_DIRECTIONS:_
Using the records below, write out again exactly the lines that begin at the line containing "thumb tip: (812, 816)" and end at the line containing "middle dip: (1300, 891)", and no other lines.

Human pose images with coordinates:
# # #

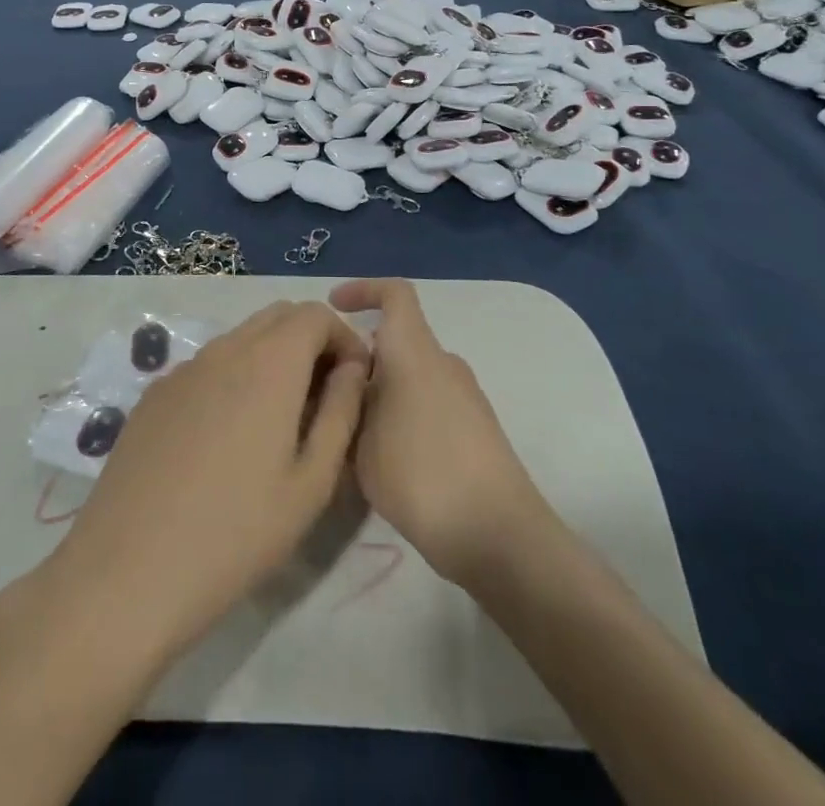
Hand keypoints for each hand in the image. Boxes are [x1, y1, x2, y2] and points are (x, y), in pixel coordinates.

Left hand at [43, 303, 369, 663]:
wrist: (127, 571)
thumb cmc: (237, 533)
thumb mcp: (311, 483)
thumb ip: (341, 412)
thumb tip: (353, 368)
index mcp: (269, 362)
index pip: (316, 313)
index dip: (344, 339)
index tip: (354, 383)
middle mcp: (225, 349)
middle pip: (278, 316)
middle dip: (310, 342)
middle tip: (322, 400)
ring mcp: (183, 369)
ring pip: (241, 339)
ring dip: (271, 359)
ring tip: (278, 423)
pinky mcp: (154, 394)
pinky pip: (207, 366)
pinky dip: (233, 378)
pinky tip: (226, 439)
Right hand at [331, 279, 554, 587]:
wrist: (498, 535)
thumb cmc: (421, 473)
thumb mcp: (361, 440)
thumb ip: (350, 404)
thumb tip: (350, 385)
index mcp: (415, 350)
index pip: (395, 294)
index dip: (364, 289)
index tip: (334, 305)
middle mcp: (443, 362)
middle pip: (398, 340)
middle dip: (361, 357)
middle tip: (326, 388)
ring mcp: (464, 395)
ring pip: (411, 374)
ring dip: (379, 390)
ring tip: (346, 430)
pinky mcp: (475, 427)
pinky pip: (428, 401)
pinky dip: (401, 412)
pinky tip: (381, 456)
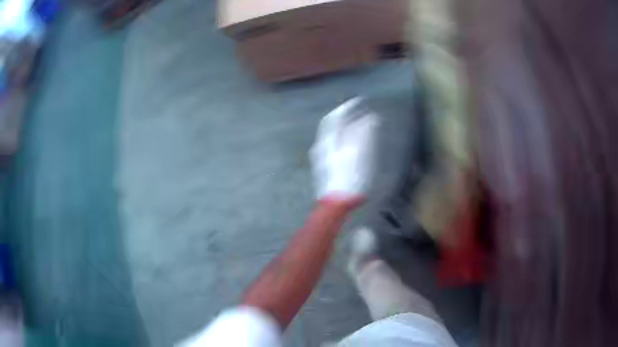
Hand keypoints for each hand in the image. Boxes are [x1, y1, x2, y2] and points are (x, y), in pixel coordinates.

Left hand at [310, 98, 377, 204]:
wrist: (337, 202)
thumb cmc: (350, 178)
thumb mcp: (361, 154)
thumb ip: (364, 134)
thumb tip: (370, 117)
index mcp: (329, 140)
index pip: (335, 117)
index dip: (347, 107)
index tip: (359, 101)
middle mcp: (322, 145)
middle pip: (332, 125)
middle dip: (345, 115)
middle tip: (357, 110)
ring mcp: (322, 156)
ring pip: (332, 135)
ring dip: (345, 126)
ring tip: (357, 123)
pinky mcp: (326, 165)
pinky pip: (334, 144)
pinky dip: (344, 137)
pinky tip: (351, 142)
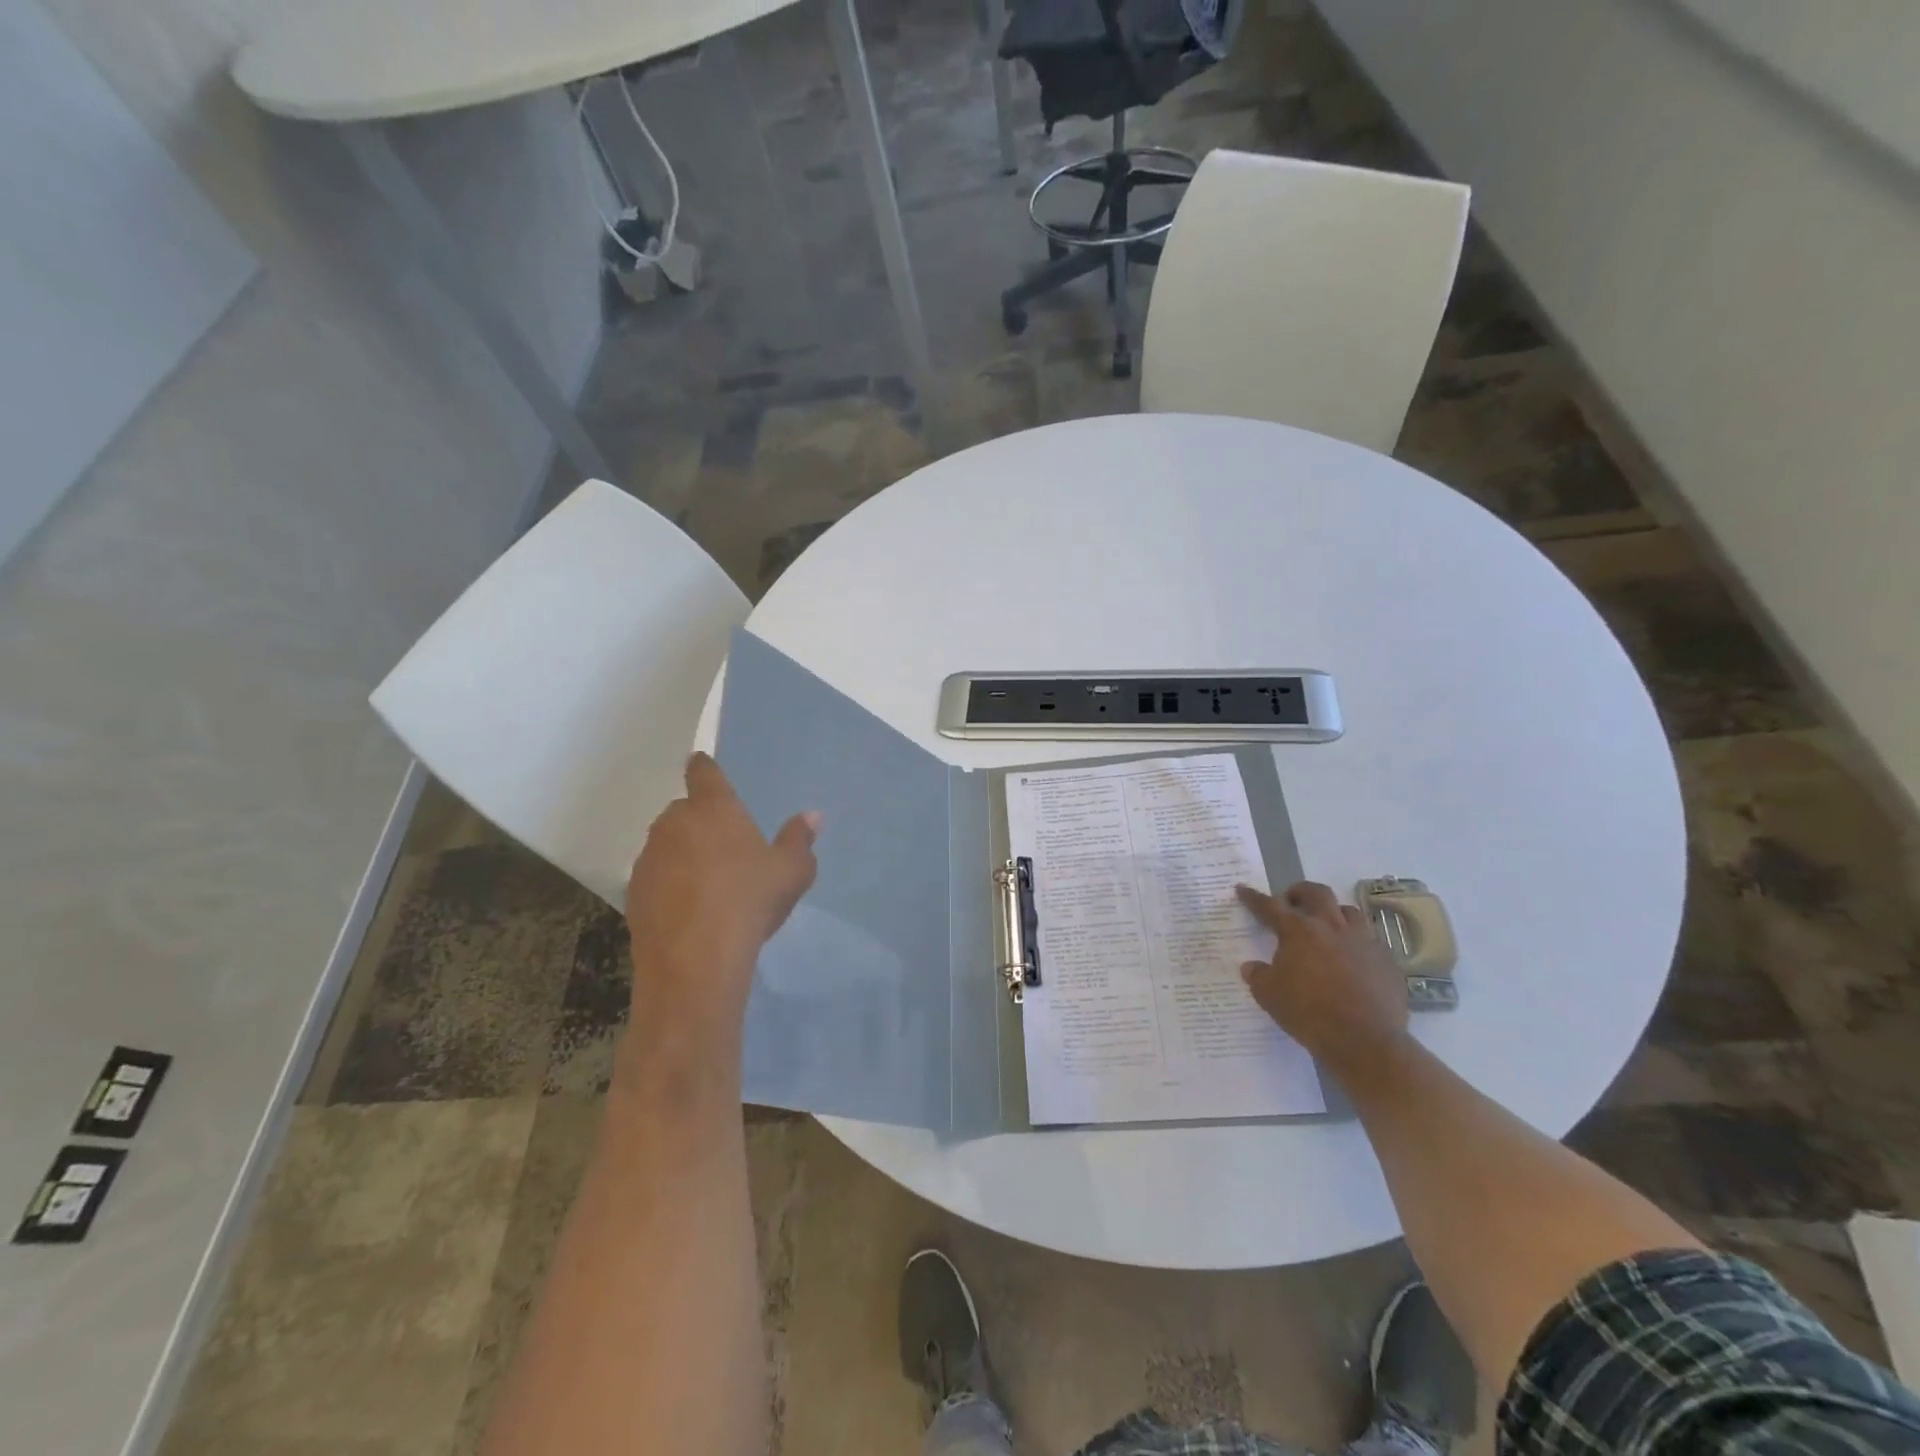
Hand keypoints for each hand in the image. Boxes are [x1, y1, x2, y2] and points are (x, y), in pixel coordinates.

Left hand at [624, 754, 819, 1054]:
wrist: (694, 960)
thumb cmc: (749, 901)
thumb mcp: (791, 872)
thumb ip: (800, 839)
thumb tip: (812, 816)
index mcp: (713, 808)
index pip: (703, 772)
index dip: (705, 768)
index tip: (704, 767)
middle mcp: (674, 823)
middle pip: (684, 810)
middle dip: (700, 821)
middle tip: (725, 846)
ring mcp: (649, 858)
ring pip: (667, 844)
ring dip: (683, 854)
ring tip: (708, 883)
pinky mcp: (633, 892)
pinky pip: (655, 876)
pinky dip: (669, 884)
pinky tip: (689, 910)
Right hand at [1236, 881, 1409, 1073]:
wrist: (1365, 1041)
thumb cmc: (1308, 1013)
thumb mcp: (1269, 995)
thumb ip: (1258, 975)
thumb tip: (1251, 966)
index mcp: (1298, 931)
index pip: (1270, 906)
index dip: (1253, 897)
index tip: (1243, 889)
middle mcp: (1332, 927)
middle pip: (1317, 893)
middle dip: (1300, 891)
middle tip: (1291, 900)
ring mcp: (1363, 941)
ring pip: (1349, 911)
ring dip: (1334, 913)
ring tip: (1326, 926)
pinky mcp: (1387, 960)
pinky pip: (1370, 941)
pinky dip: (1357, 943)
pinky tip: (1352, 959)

# # #

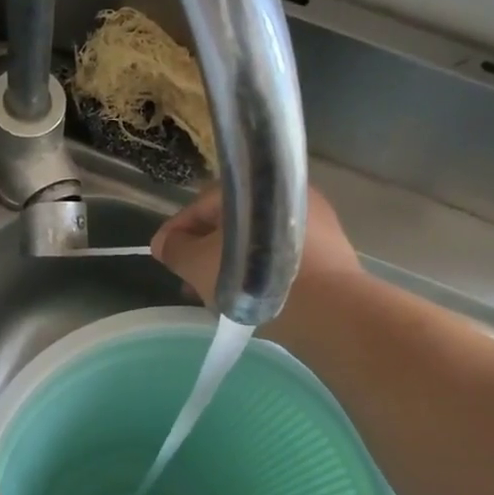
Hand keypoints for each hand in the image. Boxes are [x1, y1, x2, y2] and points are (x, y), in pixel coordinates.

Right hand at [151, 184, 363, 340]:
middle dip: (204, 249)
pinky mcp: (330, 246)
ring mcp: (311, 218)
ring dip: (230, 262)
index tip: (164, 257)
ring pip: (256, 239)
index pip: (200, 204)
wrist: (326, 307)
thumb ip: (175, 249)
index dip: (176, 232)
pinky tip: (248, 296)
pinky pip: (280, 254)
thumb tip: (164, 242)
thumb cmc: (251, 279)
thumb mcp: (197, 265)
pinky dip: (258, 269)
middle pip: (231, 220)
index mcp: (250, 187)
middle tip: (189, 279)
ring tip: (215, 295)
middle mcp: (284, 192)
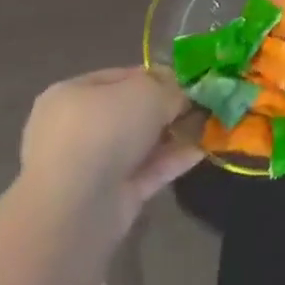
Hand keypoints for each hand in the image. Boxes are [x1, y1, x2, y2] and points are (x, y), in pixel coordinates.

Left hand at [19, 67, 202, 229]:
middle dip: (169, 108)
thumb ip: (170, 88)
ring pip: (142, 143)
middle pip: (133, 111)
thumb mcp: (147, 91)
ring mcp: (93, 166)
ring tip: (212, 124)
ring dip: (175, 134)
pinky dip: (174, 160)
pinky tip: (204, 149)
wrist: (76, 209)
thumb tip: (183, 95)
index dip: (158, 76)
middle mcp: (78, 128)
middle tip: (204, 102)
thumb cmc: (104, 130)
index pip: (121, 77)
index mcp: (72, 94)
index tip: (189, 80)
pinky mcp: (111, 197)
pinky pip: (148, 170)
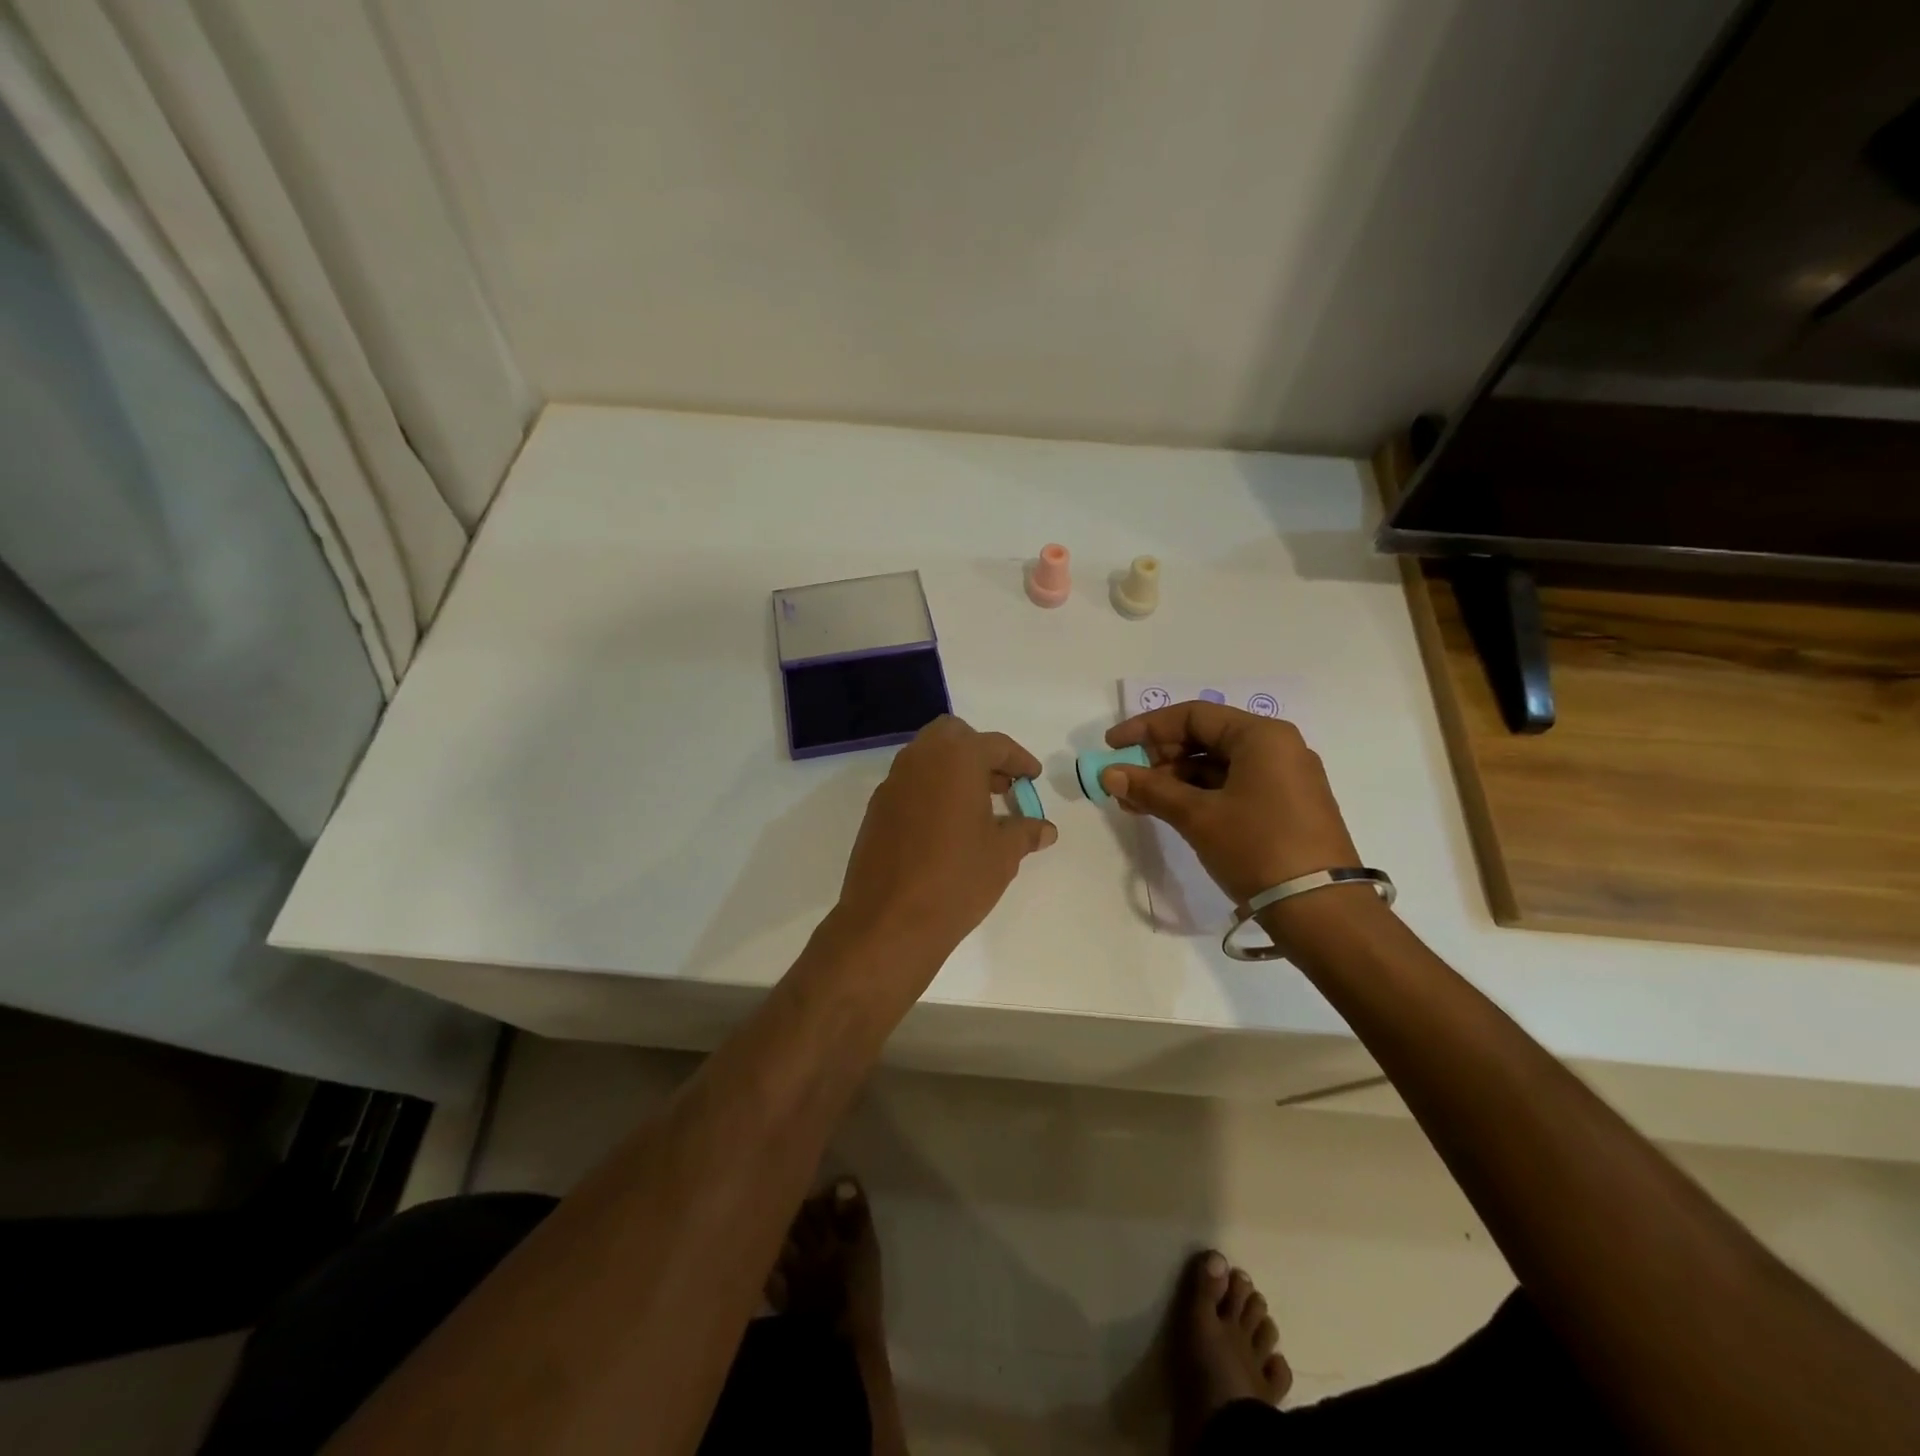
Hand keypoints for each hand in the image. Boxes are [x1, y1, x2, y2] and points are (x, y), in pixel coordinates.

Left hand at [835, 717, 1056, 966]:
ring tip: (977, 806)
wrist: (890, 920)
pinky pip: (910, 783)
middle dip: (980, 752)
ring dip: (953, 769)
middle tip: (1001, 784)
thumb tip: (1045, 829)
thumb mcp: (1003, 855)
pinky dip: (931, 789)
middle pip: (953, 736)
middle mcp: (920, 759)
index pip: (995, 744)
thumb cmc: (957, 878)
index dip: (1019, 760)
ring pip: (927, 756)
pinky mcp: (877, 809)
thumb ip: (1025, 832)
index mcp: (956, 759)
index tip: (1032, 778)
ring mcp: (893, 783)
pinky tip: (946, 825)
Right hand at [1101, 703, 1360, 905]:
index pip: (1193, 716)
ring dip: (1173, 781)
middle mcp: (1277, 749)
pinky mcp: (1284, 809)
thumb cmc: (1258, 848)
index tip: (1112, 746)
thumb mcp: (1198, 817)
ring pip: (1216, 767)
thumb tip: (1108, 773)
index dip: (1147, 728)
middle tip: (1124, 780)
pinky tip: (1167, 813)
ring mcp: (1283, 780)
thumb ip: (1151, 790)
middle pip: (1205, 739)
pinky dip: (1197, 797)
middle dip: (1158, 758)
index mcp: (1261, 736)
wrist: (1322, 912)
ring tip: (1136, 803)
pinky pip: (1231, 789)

# # #

_EXERCISE RESULT:_
thumb tip: (812, 816)
index mcp: (713, 808)
index pip: (703, 772)
index dip: (705, 768)
index tip: (704, 767)
middle mcp: (674, 823)
middle pip: (684, 810)
middle dip: (700, 821)
middle tip: (725, 846)
ring mcp: (649, 858)
ring pip: (667, 844)
ring dip: (683, 854)
ring tip: (708, 883)
pinky mcp: (633, 892)
pinky pip: (655, 876)
pinky dip: (669, 884)
pinky tip: (689, 910)
Right hand at [1236, 881, 1409, 1073]:
wrist: (1365, 1041)
thumb cmc: (1308, 1013)
thumb mcp: (1269, 995)
thumb ip: (1258, 975)
thumb tip: (1251, 966)
index mcp: (1298, 931)
index pip: (1270, 906)
index dip: (1253, 897)
index tip: (1243, 889)
middle mcp: (1332, 927)
middle pip: (1317, 893)
middle dip: (1300, 891)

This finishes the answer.